(Stored data entries)
-------------------------

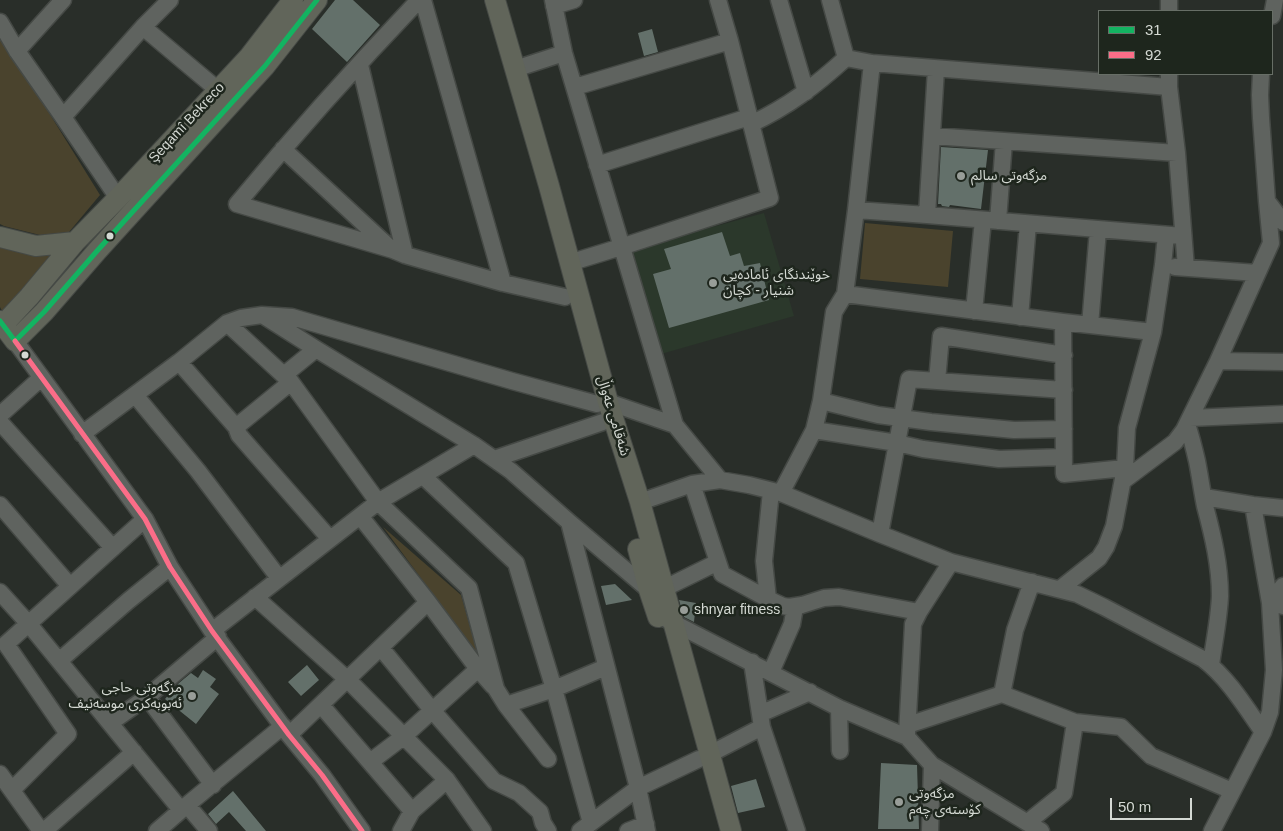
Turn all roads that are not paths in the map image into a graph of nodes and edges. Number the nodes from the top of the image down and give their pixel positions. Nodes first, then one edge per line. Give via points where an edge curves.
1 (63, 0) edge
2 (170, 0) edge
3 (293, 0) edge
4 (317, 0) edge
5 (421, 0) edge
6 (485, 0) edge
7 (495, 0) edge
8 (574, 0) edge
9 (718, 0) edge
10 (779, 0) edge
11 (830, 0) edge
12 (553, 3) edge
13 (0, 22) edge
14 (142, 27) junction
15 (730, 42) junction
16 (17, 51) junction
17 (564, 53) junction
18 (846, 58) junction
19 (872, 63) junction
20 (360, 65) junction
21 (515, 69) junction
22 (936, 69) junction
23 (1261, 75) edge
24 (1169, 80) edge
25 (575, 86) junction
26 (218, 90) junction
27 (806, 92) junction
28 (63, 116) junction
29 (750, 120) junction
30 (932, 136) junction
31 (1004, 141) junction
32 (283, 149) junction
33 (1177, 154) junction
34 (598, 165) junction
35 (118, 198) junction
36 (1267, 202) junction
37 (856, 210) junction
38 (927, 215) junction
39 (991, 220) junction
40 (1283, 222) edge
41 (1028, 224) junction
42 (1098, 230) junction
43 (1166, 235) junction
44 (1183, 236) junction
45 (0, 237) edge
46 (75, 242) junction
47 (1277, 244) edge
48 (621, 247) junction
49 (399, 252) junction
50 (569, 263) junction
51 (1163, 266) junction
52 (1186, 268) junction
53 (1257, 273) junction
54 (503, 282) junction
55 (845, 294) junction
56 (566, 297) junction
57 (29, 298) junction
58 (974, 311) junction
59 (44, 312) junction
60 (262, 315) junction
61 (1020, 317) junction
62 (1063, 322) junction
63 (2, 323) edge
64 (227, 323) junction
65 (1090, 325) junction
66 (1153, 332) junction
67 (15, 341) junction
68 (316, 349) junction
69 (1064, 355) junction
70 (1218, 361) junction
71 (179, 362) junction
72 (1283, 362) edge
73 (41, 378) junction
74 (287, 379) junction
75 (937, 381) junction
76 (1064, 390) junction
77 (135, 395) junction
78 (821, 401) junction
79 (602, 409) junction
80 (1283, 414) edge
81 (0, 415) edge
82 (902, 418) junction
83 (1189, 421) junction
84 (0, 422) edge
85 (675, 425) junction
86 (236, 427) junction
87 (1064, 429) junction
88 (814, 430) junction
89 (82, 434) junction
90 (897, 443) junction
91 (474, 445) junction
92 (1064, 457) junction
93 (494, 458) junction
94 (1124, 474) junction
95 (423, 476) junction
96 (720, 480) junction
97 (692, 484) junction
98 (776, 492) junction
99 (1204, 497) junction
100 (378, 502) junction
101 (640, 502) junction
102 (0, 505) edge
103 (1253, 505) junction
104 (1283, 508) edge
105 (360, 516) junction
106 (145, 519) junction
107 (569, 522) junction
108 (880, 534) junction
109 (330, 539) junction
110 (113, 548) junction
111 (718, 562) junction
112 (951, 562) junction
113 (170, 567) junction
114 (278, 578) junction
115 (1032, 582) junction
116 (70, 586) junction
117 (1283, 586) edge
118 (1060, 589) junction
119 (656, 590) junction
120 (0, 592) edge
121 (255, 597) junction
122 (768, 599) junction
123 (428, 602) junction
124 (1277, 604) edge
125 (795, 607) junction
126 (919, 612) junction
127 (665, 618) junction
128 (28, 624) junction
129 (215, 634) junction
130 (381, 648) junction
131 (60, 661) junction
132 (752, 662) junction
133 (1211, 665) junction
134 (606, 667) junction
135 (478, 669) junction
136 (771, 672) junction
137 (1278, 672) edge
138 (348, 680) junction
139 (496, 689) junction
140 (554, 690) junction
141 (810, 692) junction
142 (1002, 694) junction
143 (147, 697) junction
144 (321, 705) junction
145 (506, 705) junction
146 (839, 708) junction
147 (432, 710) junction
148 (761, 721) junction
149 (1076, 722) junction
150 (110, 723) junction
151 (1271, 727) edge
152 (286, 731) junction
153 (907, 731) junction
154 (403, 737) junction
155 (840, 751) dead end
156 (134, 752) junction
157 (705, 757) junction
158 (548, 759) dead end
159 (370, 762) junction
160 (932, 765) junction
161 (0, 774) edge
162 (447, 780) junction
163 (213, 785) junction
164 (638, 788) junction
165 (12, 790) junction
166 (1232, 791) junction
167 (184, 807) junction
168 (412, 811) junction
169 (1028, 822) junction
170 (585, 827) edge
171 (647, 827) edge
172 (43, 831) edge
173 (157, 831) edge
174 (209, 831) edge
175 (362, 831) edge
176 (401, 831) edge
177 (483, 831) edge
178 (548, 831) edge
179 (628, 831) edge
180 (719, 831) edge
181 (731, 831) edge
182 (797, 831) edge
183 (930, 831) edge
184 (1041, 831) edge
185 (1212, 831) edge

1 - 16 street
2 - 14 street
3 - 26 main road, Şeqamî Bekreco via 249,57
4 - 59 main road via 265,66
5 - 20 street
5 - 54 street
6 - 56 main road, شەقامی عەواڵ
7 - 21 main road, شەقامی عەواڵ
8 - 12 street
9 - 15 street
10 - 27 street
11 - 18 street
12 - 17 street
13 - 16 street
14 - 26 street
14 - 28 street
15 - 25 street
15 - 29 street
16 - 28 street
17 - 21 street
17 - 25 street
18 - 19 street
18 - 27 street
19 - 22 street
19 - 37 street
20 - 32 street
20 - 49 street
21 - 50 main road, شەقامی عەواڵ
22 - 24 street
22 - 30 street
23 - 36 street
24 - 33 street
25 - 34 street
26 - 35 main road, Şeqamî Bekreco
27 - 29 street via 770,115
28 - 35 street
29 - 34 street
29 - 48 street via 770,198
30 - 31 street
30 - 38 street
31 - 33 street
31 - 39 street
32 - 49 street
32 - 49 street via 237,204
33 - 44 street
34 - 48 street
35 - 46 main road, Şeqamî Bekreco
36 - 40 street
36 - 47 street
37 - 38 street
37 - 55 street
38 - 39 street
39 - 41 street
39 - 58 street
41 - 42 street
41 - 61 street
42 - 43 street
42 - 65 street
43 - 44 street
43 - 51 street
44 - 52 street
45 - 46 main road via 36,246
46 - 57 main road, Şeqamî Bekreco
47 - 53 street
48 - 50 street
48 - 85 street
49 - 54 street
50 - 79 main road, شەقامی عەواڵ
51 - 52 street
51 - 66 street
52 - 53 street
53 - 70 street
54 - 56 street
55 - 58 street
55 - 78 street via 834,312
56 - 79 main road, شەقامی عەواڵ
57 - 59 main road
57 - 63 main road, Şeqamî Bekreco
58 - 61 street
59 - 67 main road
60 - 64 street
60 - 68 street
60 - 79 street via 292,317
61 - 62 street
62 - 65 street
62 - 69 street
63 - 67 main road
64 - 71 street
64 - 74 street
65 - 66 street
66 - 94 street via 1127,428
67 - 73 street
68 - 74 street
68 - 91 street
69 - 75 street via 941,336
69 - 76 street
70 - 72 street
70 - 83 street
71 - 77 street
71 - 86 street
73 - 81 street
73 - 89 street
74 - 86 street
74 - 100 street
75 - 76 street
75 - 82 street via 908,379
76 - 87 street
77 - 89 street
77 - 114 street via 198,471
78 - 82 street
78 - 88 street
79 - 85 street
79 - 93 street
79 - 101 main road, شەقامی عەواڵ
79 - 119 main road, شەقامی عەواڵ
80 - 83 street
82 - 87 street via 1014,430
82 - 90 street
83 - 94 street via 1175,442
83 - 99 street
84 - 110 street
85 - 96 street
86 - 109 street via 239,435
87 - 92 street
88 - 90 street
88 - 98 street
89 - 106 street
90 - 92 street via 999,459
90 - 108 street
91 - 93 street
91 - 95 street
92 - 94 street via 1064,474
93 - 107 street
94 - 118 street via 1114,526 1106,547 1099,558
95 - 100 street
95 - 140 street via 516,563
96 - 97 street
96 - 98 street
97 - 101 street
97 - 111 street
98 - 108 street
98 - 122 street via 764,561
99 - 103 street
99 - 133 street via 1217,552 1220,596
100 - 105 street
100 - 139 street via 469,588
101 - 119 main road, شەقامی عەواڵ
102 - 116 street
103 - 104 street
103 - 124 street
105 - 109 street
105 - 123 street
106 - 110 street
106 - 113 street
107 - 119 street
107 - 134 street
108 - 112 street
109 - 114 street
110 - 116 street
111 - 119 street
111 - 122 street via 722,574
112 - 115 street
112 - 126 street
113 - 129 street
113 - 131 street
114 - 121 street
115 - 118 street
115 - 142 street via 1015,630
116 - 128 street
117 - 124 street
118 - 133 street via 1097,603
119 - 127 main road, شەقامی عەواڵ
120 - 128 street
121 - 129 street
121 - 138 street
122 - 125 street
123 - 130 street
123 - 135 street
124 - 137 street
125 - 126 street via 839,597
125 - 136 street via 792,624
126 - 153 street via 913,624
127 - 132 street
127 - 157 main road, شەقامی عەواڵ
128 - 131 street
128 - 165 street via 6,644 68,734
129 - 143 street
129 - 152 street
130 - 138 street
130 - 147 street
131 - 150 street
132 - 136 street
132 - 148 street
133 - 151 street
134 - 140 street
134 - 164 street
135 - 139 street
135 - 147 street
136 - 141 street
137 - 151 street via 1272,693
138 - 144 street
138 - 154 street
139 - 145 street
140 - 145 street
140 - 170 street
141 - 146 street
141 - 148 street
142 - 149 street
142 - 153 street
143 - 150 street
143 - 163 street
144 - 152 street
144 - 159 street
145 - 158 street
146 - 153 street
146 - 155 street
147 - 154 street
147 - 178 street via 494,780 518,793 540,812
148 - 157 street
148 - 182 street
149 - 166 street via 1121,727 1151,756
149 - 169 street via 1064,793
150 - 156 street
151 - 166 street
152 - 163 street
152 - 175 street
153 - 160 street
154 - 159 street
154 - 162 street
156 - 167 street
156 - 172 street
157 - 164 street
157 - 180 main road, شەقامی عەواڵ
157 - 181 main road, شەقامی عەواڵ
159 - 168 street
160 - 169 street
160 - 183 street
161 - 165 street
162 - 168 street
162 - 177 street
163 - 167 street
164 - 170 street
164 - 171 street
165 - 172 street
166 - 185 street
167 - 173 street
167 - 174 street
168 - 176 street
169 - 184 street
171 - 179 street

-------------------------

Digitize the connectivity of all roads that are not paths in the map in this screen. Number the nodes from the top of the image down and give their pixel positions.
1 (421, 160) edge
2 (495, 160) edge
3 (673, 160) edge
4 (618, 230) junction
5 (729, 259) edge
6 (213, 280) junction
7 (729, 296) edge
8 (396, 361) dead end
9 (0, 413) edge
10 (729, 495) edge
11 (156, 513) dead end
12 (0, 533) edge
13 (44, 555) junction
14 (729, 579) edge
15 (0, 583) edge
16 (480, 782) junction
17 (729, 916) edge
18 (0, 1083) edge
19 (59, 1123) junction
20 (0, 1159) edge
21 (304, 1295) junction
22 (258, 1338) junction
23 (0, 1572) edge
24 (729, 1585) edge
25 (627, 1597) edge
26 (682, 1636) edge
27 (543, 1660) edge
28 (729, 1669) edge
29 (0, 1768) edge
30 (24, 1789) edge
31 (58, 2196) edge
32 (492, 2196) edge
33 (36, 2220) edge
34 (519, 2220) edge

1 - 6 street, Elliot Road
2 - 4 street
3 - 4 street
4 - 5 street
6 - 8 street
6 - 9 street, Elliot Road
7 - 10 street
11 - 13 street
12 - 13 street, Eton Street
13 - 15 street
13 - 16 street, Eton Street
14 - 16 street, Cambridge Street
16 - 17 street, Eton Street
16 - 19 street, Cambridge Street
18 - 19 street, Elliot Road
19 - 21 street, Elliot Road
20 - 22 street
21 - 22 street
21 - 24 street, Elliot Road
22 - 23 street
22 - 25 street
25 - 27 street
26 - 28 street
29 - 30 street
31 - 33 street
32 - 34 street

-------------------------

▸ THE TASK
Only a number is expected: the count of lines in the entries that include the string "Eton".

▸ ANSWER AREA
3